I am ordering another 10 for the arrival sensor. In the coming batch, I have a manufacture assembled the sensor. I would like to make sure that the contract manufacture can source the components and assemble it properly. If everything goes well, I may make it at larger quantity and offer for sale for the community.
The new board is designed to fit in off the shelf box like below. I used mine box and unboxed depending on the available space in the car.
If you can’t find a reliable Zigbee solution - you might think about a simple USB powered device that connects to the network, something like a Chromecast maybe? Connect it to the network - and then use something like
or
to detect when it comes back online when you return home.
I am an IOT maker. I just happen to just finish making Zigbee arrival sensor. Based on my experience making them, I just want to share some internal information from the perspective of developer regarding the use of Zigbee sensor as presence detection. It is a bit long info. But, I hope it helps. Here we go…
A Zigbee end device (with most main stream Zigbee stack provider like TI, nordic, and sislab), has the capability to detect “lost of parent” (just simply lost connection). Once connection to the parent is lost, the device with attempt to establish reconnection. This behavior in the latest spec is not standardized. By default, I have stack provider that will try to reconnect up to 120 minutes. Other stack providers will continue to reconnect. This is why some devices are capable to be used as presence and some cannot. Those that stop the reconnection attempt is not a candidate for presence sensor.
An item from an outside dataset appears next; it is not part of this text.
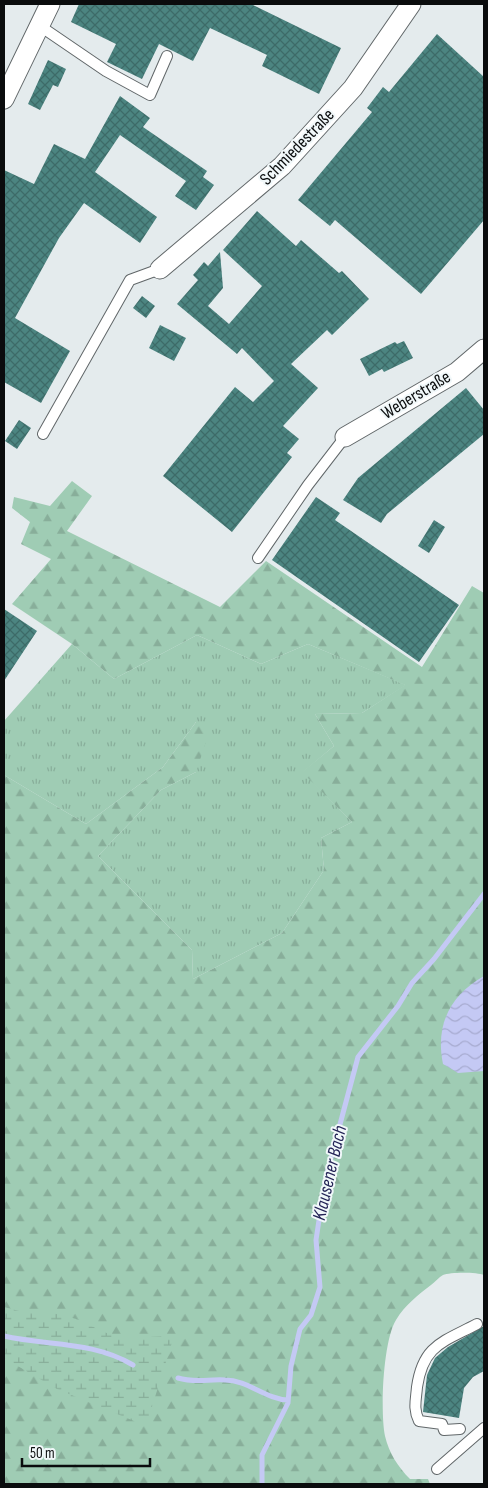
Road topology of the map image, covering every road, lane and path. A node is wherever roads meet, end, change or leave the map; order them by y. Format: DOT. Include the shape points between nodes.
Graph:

One may ask why a device maker stop the reconnection. Reconnection is expensive in term of power consumption. A small battery devices in general will have issue with the power consumption.
With a device that will attempt to reconnect continuously, the small battery that come with the sensor is not adequate. If you search the ST arrival sensor, you will find a lot of people modify it to use 2 AA battery. The famous term about this issue is “battery draining”.
In my device, I attempted to address the “battery draining” issue above. I narrow the scope and ask myself what I can do if I use the sensor in my car. Obviously, I can not eliminate the reconnection issue. Therefore, I am trying to use recharge-able battery. I hope to get continuous power as long as the car is driven daily.
Knowing the car is off or on power, now, I can have separate strategy for reconnecting. While on power, I can attempt to reconnect much more aggressively. While on battery, the sensor will be much more calm. This is unique based on my experience. I do not think any main stream sensor in the market does this kind of optimization.
@iharyadi - thanks for sharing. I love hearing about practical experiences. It drives home the point that just labeling a device by communication protocol alone is insufficient to guarantee behaviour or failure mode.
@iharyadi The use of battery-pack for several rechargeable AA batteries (or better yet a coupe of 18650 batteries) with USB connector for use with USB to 12-volt battery changer sounds like a great idea if specifically making a Zigbee arrival sensor that is meant to act as device tracker for cars where the lager size of a battery pack might not matter as much as battery time and radio range matter more.
Will you be using a Zigbee module based on CC2652P that has a powerful radio for better range?
Follow-up question is whether or not you could extend the popular ZHA integration component support and make use of the “Device Tracker” or “Proximity” integrations for presence-detection for a more standard approach instead of having to build custom components or scripts and make complex automations?
It definitely sounds like a very interest project to me, however I think that the success will depend a lot on easy you can make the whole * Presence Detection solution to work with already well supported Zigbee implementations like ZHA integration (and Zigbee2MQTT).